The world had become less of a place since then. It was dangerous to be out at night, especially, on nights with moons like this. They were always looking for their kind of people. They were always hunting for elves.
“Daddy, daddy, what else can you tell me?”
The tea was done. He had two wooden cups that he poured the herbal tea into before sweetening with a dab of honey.
“I will tell you, but first I wish you to drink my tea and for us to play our favorite game.”
“I know what you want and I saw you sneak in ingredients! I can still guess it!”
He smiled at her as she sipped it. She took one sip and grinned. “Chamomile! My favorite!”
He laughed, “Very good, my child.”
She took another sip and he forced a smile, holding back his own tears. Her back was to the fires that had begun in the distance.
He laughed and then gulped, “Very good.”
The fires spread quickly. The elven homes built into the great woods were burning. They would soon come towards them. His daughter began to sit up but he placed his fingers to her lips and shook his head.
“Drink more and tell me what you taste.”
She took another large sip. “Honey and… daddy?”

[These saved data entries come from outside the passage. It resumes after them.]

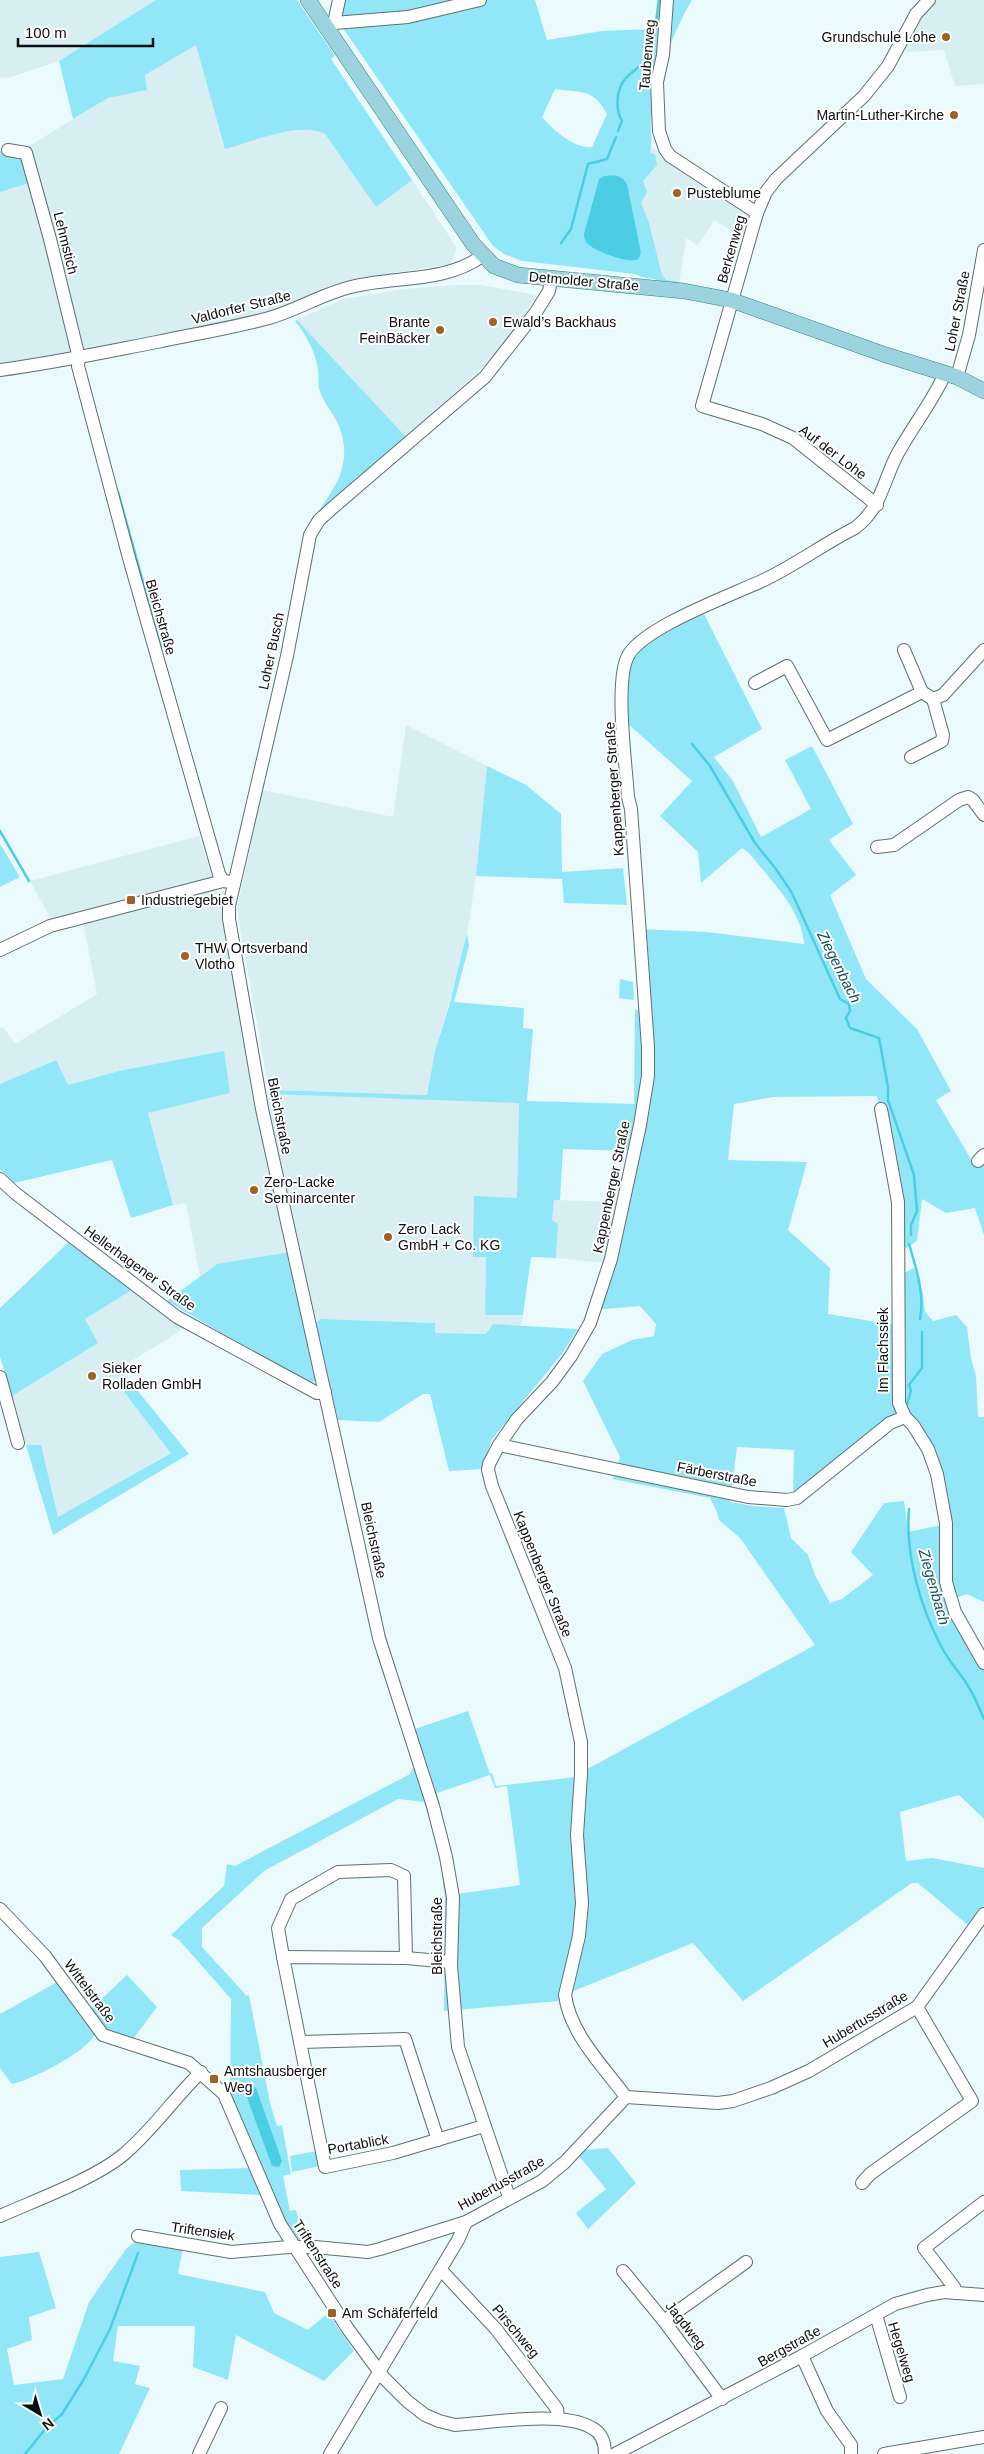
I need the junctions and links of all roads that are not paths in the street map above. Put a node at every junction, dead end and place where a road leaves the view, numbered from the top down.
1 (308, 0) edge
2 (339, 0) edge
3 (480, 0) edge
4 (667, 0) edge
5 (929, 0) edge
6 (330, 26) junction
7 (8, 150) dead end
8 (757, 212) junction
9 (984, 250) edge
10 (482, 256) junction
11 (551, 280) junction
12 (731, 300) junction
13 (78, 358) junction
14 (0, 370) edge
15 (951, 376) junction
16 (984, 391) edge
17 (876, 505) junction
18 (904, 650) dead end
19 (984, 650) edge
20 (755, 683) dead end
21 (927, 696) junction
22 (911, 757) dead end
23 (984, 815) edge
24 (877, 847) dead end
25 (228, 882) junction
26 (0, 950) edge
27 (881, 1109) dead end
28 (0, 1179) edge
29 (0, 1377) edge
30 (325, 1392) junction
31 (905, 1418) junction
32 (18, 1443) dead end
33 (499, 1445) junction
34 (984, 1663) edge
35 (0, 1909) edge
36 (984, 1914) edge
37 (283, 1957) junction
38 (406, 1958) junction
39 (451, 1962) junction
40 (918, 2007) junction
41 (301, 2042) junction
42 (201, 2072) junction
43 (224, 2094) joint
44 (626, 2097) junction
45 (484, 2126) junction
46 (438, 2140) junction
47 (862, 2183) dead end
48 (509, 2197) junction
49 (984, 2202) edge
50 (0, 2216) edge
51 (466, 2222) junction
52 (138, 2236) dead end
53 (294, 2247) junction
54 (746, 2262) dead end
55 (441, 2270) junction
56 (623, 2271) dead end
57 (956, 2293) junction
58 (984, 2295) edge
59 (876, 2315) junction
60 (664, 2321) junction
61 (802, 2356) junction
62 (378, 2371) junction
63 (900, 2397) dead end
64 (722, 2399) junction
65 (221, 2408) dead end
66 (558, 2418) junction
67 (984, 2437) edge
68 (199, 2454) edge
69 (330, 2454) edge
70 (605, 2454) edge
71 (615, 2454) edge
72 (851, 2454) edge
73 (884, 2454) edge

1 - 6 main road, Detmolder Straße
2 - 6 street
3 - 6 street
4 - 8 street, Taubenweg
5 - 8 street, Berkenweg
6 - 10 main road, Detmolder Straße
7 - 13 street, Lehmstich
8 - 12 street, Berkenweg
9 - 15 street, Loher Straße
10 - 11 main road, Detmolder Straße
10 - 13 street, Valdorfer Straße
11 - 12 main road, Detmolder Straße
11 - 25 street, Loher Busch
12 - 15 main road, Detmolder Straße
12 - 17 street, Auf der Lohe
13 - 14 street, Valdorfer Straße
13 - 25 street, Bleichstraße
15 - 16 main road, Detmolder Straße
15 - 17 street, Kappenberger Straße
17 - 33 street, Kappenberger Straße
18 - 21 street
19 - 21 street
20 - 21 street
21 - 22 street
23 - 24 street
25 - 26 street
25 - 30 street, Bleichstraße
27 - 31 street, Im Flachssiek
28 - 30 street, Hellerhagener Straße
29 - 32 street
30 - 39 street, Bleichstraße
31 - 33 street, Färberstraße
31 - 34 street, Im Flachssiek
33 - 44 street, Kappenberger Straße
35 - 42 street, Wittelstraße
36 - 40 street, Hubertusstraße
37 - 38 street
37 - 38 street, Portablick
37 - 41 street, Portablick
38 - 39 street
39 - 45 street, Bleichstraße
40 - 44 street, Hubertusstraße
40 - 47 street
41 - 46 street
41 - 46 street, Portablick
42 - 43 street, Wittelstraße
42 - 50 street
43 - 53 street, Triftenstraße
44 - 48 street, Hubertusstraße
45 - 46 street, Portablick
45 - 48 street, Bleichstraße
48 - 51 street, Hubertusstraße
49 - 57 street
51 - 53 street, Hubertusstraße
51 - 55 street
52 - 53 street, Triftensiek
53 - 62 street, Triftenstraße
54 - 60 street
55 - 62 street
55 - 66 street, Pirschweg
56 - 60 street, Jagdweg
57 - 58 street, Bergstraße
57 - 59 street, Bergstraße
59 - 61 street, Bergstraße
59 - 63 street, Hegelweg
60 - 64 street, Jagdweg
61 - 64 street, Bergstraße
61 - 72 street
62 - 66 street, Triftenstraße
62 - 69 street
64 - 71 street, Bergstraße
65 - 68 street
66 - 70 street, Triftenstraße
67 - 73 street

She had laid back flat and turned towards the river. She reached out to the stream.
“Yes, my child?” I ask, but I already know.
“I can feel something, something inside me. I will never grow as others. I feel... do… do I… go to… mommy… now?”
He placed his hands on hers. It had taken hold in her some time ago. The sickness, the plaque of their people that had already claimed so many. But it was not what took her now. He feared those that hunted them. They were coming. They had come for so many of them already. The two elves could not escape the horrid genocide against their kind.
“Yes, we both go to mommy.”
He took a large gulp of his tea as he watched his daughter’s hand fall into the water as her other released her cup, spilling her tainted tea on the ground. She had always loved the river. He made sure she was near it when they were both to see their last. He laid his head on her chest as he saw them staring at them.
His vision faded.
A stout legionnaire stood above the father and daughter. He sheathed his sword.
“These elves are already dead. Move to the next village and for the glory of men, we will destroy all of them before their sickness spreads. The gods be with us. We kill them to protect our own.”
The legionnaires left the two elves. Heading further into the lands to seek out the last of those they deemed evil. The magic in the world was fading and would soon be gone.
The race of men had used the perfect poison and many more would die before the end.